Day 6: Our day tour of Istanbul began when we disembarked the ship and met our guide who brought us through the old city to the Hippodrome, the ancient arena where races were held in Constantinople. In this place still stand obelisks brought to the city by the Romans as a show of their power and conquest of Egypt. On either side of this piazza stand the Blue Mosque, one of the top mosques in all of Islam, and Hagia Sophia, once the grandest church in Christendom. We took a fairly quick walk through the mosque because, like most mosques, it is fairly barren, seeing as Muslims do not allow images to be displayed within them. Instead, you find calligraphy and beautiful mosaics. The exterior is much more impressive, with its several minarets which dominate the city landscape. Just across the street stands Hagia Sophia. We took a prolonged walk and tour through its two levels, admired the remaining mosaics, and lamented the loss of the vast majority of them which were covered up (for the reason given above) when it became a mosque in 1453. It remains one of the grandest buildings in the world. I particularly love its exterior. Even the minarets added to the outside by Muslims look great. I think they even enhance the place. Starving, we ate lunch across the street at the famous Pudding Shop. President Clinton ate here, as did countless hippies who met here in the 60s and 70s on their way to India. After lunch everybody went to the palace of the Sultans, Topkapi Palace. Very impressive site, the highlights of which (for me) are Hagia Irene Church, site of the First Council of Constantinople, and a room housing alleged relics brought from Jerusalem after the Muslim conquests of the Holy Land. They claim to have 1) Moses’ staff 2) David’s sword 3) Joseph the patriarch’s turban 4) John the Baptist’s head and arm 5) Muhammad’s beard, and more. Whether any of these is authentic is another question, but if any of them are I think it is awesome. I give some credence to David’s sword and John’s arm because they were taken from Jerusalem, where you’d most likely find the items preserved if they indeed were.

After this tour everyone was tired out, but a few of us went on to tour the underground Cistern Basilica before getting on the ship. This is an amazing site, and I was thankful some students volunteered to watch our kids while we went in. It is all dark and lit only a little bit in a haunting and mysterious sort of way. It is one of many cisterns in the city which used to be completely filled with water. They drained this one and made it into a museum because of its impressiveness. For centuries the Ottomans somehow had forgotten these things existed. The pillars in Hagia Sophia seemed to sweat and citizens of the city seemed to have magic springs in their yards, but it turned out this was all due to condensation from the cisterns underneath.

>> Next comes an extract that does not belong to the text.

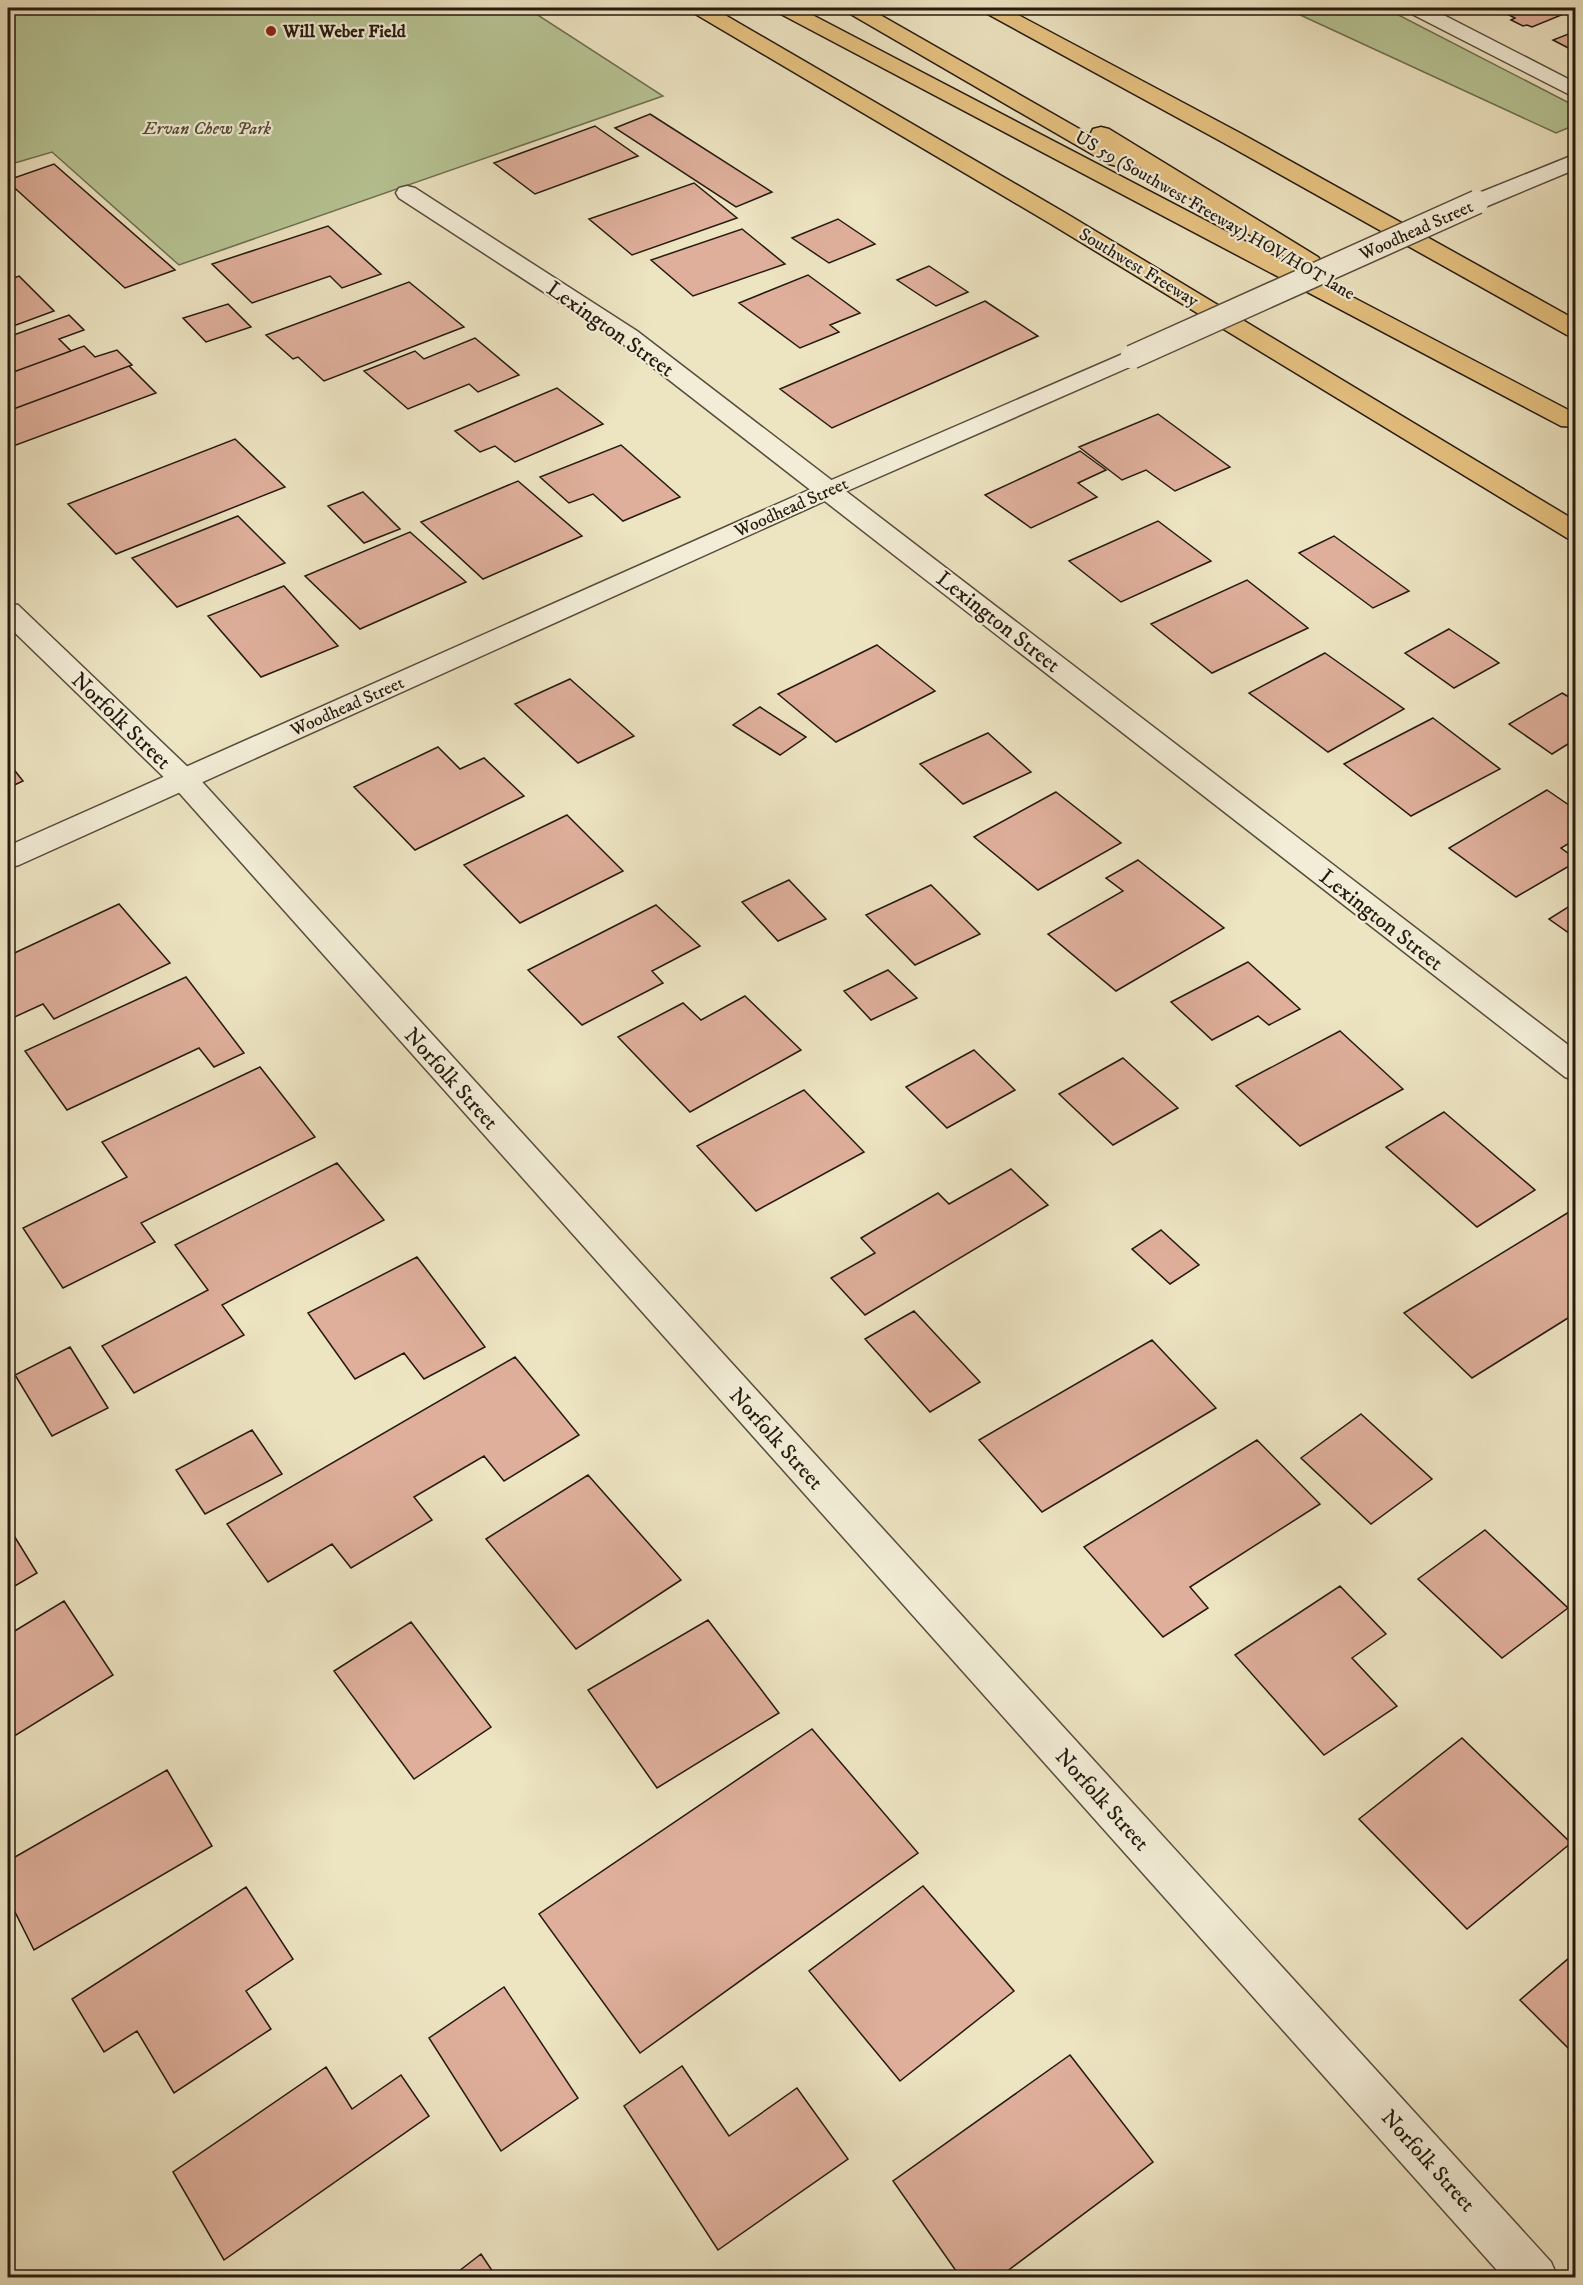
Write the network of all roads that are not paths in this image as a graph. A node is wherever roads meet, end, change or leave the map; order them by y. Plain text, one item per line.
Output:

After nearly collapsing, we got ourselves back to the boat and set sail for Izmir, Turkey.

Day 7: Docked in Izmir (ancient Smyrna) at 1:30. This is where St. Polycarp, disciple of St John, was bishop. We still have a marvelous account of his martyrdom and correspondence between him and St. Ignatius of Antioch which I assigned to students in preparation for the trip. From Smyrna we took a bus to ancient Ephesus, probably the best preserved ancient site in the Mediterranean, which is quite a claim. The whole town had been buried due to earthquakes and other things, but it has been spectacularly excavated. Along the great main drag you can still enter the remains of the Celsus Library, the massive Amphitheater, and more. Our BC students sang the college’s fight song from the platform in the massive hall and sent the video to our institutions president for his enjoyment. As if this were not enough, we then drove to the nearby location of Mary’s House, discovered again only a little over 100 years ago through the efforts of the French nun and Servant of God, Sr. Marie de Mandat-Grancey. The story of how she discovered this place is fascinating, and you can read about it in this book. Her beatification cause is currently in the works, and I am blessed to serve on the theological commission which examines her writings to verify their correspondence with Catholic doctrine. The site thus had a unique meaning for me, but it did so for the whole group because this was the place Mary and John lived and quite possibly where she was assumed into Heaven. Popes have made pilgrimage and celebrated mass here, and we got to pray part of the rosary inside. Finally, our bus then took us to the Basilica of St. John, site of the apostle’s burial. It was largely destroyed by natural disasters but is being restored. You can walk along and imagine how grand it once was, and then they have a replica in glass to give you an excellent idea of its appearance. On your way to this place, you happen also to be walking nearby the site where the Council of Ephesus was held in 431 A.D., the council which proclaimed Mary as Mother of God or the theotokos in Greek.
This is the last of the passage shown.